Start of Block

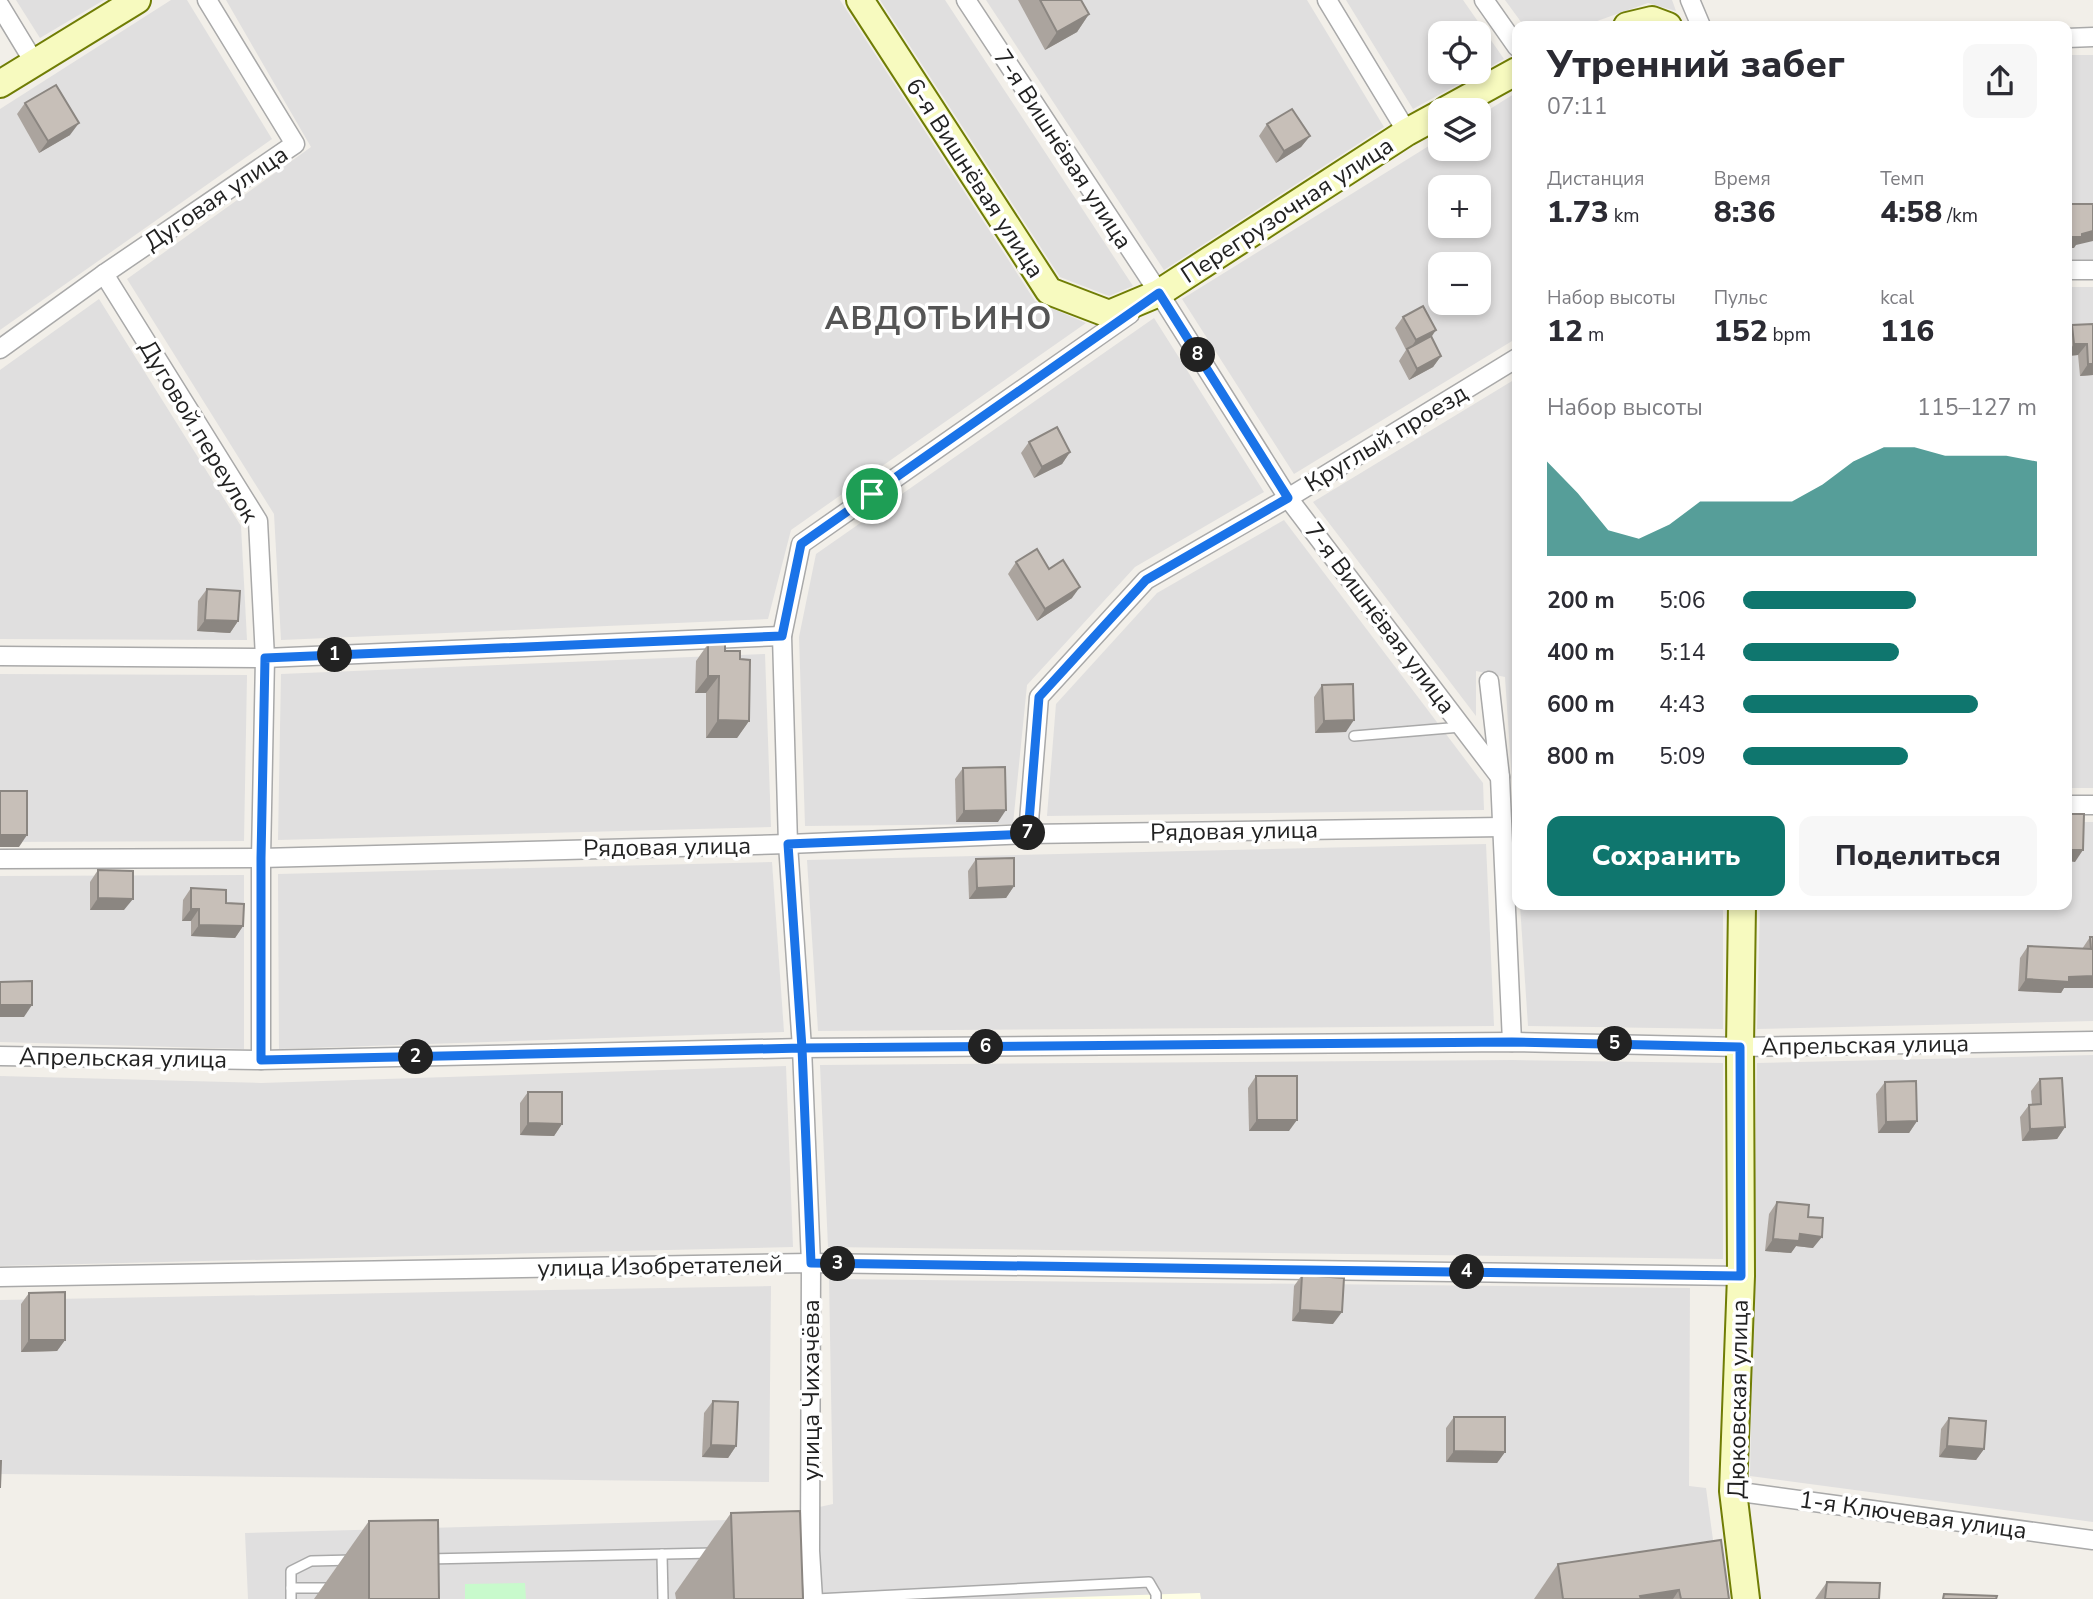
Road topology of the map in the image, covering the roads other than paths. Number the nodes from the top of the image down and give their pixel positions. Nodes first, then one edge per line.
1 (137, 0) edge
2 (207, 0) edge
3 (860, 0) edge
4 (966, 0) edge
5 (1328, 0) edge
6 (1484, 0) edge
7 (1690, 0) edge
8 (0, 6) edge
9 (1699, 21) edge
10 (2093, 37) edge
11 (2072, 38) edge
12 (1512, 40) edge
13 (34, 62) junction
14 (1512, 74) edge
15 (0, 84) edge
16 (1468, 98) edge
17 (1428, 121) edge
18 (1407, 132) junction
19 (2072, 270) edge
20 (2093, 270) edge
21 (104, 274) junction
22 (1159, 293) junction
23 (0, 349) edge
24 (1512, 361) edge
25 (1288, 498) junction
26 (782, 636) junction
27 (0, 656) edge
28 (265, 658) junction
29 (1489, 681) dead end
30 (1462, 726) junction
31 (1354, 736) dead end
32 (1500, 777) junction
33 (2072, 805) edge
34 (2093, 805) edge
35 (1502, 827) junction
36 (1028, 834) junction
37 (788, 844) junction
38 (261, 858) junction
39 (0, 859) edge
40 (1742, 910) edge
41 (2093, 1041) edge
42 (1512, 1042) junction
43 (1740, 1047) junction
44 (802, 1048) junction
45 (0, 1056) edge
46 (261, 1060) junction
47 (811, 1263) junction
48 (1741, 1276) junction
49 (0, 1277) edge
50 (1733, 1491) junction
51 (2093, 1540) edge
52 (729, 1553) edge
53 (662, 1554) junction
54 (419, 1559) edge
55 (365, 1560) dead end
56 (1740, 1583) edge
57 (291, 1588) junction
58 (343, 1588) dead end
59 (904, 1597) edge
60 (291, 1599) edge
61 (663, 1599) edge
62 (814, 1599) edge
63 (1156, 1599) edge

1 - 13 street
2 - 21 street, Дуговая улица
3 - 22 street, 6-я Вишнёвая улица
4 - 22 street, 7-я Вишнёвая улица
5 - 18 street
6 - 12 street
7 - 9 street
8 - 13 street
10 - 11 street
13 - 15 street
14 - 16 street
17 - 18 street, Перегрузочная улица
18 - 22 street, Перегрузочная улица
19 - 20 street
21 - 23 street, Дуговая улица
21 - 28 street, Дуговой переулок
22 - 25 street, 7-я Вишнёвая улица
22 - 26 street, Перегрузочная улица
24 - 25 street, Круглый проезд
25 - 30 street, 7-я Вишнёвая улица
25 - 36 street, Круглый проезд
26 - 28 street
26 - 37 street, улица Чихачёва
27 - 28 street
28 - 38 street, Дуговой переулок
29 - 32 street
30 - 31 lane
30 - 32 street, 7-я Вишнёвая улица
32 - 35 street
33 - 34 street
35 - 36 street, Рядовая улица
35 - 42 street
36 - 37 street, Рядовая улица
37 - 38 street, Рядовая улица
37 - 44 street, улица Чихачёва
38 - 39 street, Рядовая улица
38 - 46 street, Дуговой переулок
40 - 43 street, Дюковская улица
41 - 43 street, Апрельская улица
42 - 43 street, Апрельская улица
42 - 44 street, Апрельская улица
43 - 48 street, Дюковская улица
44 - 46 street, Апрельская улица
44 - 47 street, улица Чихачёва
45 - 46 street, Апрельская улица
47 - 48 street, улица Изобретателей
47 - 49 street, улица Изобретателей
47 - 62 street, улица Чихачёва
48 - 50 street, Дюковская улица
50 - 51 street, 1-я Ключевая улица
50 - 56 street, Дюковская улица
52 - 53 lane
53 - 54 lane
53 - 61 lane
55 - 57 lane
57 - 58 lane
57 - 60 lane
59 - 62 lane
59 - 63 lane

End of Block

• **Directions for this task**
This exercise calls for the records to be given again exactly, without the images.

• **Expected answer**
Road topology of the map in the image, covering the roads other than paths. Number the nodes from the top of the image down and give their pixel positions. Nodes first, then one edge per line.
1 (137, 0) edge
2 (207, 0) edge
3 (860, 0) edge
4 (966, 0) edge
5 (1328, 0) edge
6 (1484, 0) edge
7 (1690, 0) edge
8 (0, 6) edge
9 (1699, 21) edge
10 (2093, 37) edge
11 (2072, 38) edge
12 (1512, 40) edge
13 (34, 62) junction
14 (1512, 74) edge
15 (0, 84) edge
16 (1468, 98) edge
17 (1428, 121) edge
18 (1407, 132) junction
19 (2072, 270) edge
20 (2093, 270) edge
21 (104, 274) junction
22 (1159, 293) junction
23 (0, 349) edge
24 (1512, 361) edge
25 (1288, 498) junction
26 (782, 636) junction
27 (0, 656) edge
28 (265, 658) junction
29 (1489, 681) dead end
30 (1462, 726) junction
31 (1354, 736) dead end
32 (1500, 777) junction
33 (2072, 805) edge
34 (2093, 805) edge
35 (1502, 827) junction
36 (1028, 834) junction
37 (788, 844) junction
38 (261, 858) junction
39 (0, 859) edge
40 (1742, 910) edge
41 (2093, 1041) edge
42 (1512, 1042) junction
43 (1740, 1047) junction
44 (802, 1048) junction
45 (0, 1056) edge
46 (261, 1060) junction
47 (811, 1263) junction
48 (1741, 1276) junction
49 (0, 1277) edge
50 (1733, 1491) junction
51 (2093, 1540) edge
52 (729, 1553) edge
53 (662, 1554) junction
54 (419, 1559) edge
55 (365, 1560) dead end
56 (1740, 1583) edge
57 (291, 1588) junction
58 (343, 1588) dead end
59 (904, 1597) edge
60 (291, 1599) edge
61 (663, 1599) edge
62 (814, 1599) edge
63 (1156, 1599) edge

1 - 13 street
2 - 21 street, Дуговая улица
3 - 22 street, 6-я Вишнёвая улица
4 - 22 street, 7-я Вишнёвая улица
5 - 18 street
6 - 12 street
7 - 9 street
8 - 13 street
10 - 11 street
13 - 15 street
14 - 16 street
17 - 18 street, Перегрузочная улица
18 - 22 street, Перегрузочная улица
19 - 20 street
21 - 23 street, Дуговая улица
21 - 28 street, Дуговой переулок
22 - 25 street, 7-я Вишнёвая улица
22 - 26 street, Перегрузочная улица
24 - 25 street, Круглый проезд
25 - 30 street, 7-я Вишнёвая улица
25 - 36 street, Круглый проезд
26 - 28 street
26 - 37 street, улица Чихачёва
27 - 28 street
28 - 38 street, Дуговой переулок
29 - 32 street
30 - 31 lane
30 - 32 street, 7-я Вишнёвая улица
32 - 35 street
33 - 34 street
35 - 36 street, Рядовая улица
35 - 42 street
36 - 37 street, Рядовая улица
37 - 38 street, Рядовая улица
37 - 44 street, улица Чихачёва
38 - 39 street, Рядовая улица
38 - 46 street, Дуговой переулок
40 - 43 street, Дюковская улица
41 - 43 street, Апрельская улица
42 - 43 street, Апрельская улица
42 - 44 street, Апрельская улица
43 - 48 street, Дюковская улица
44 - 46 street, Апрельская улица
44 - 47 street, улица Чихачёва
45 - 46 street, Апрельская улица
47 - 48 street, улица Изобретателей
47 - 49 street, улица Изобретателей
47 - 62 street, улица Чихачёва
48 - 50 street, Дюковская улица
50 - 51 street, 1-я Ключевая улица
50 - 56 street, Дюковская улица
52 - 53 lane
53 - 54 lane
53 - 61 lane
55 - 57 lane
57 - 58 lane
57 - 60 lane
59 - 62 lane
59 - 63 lane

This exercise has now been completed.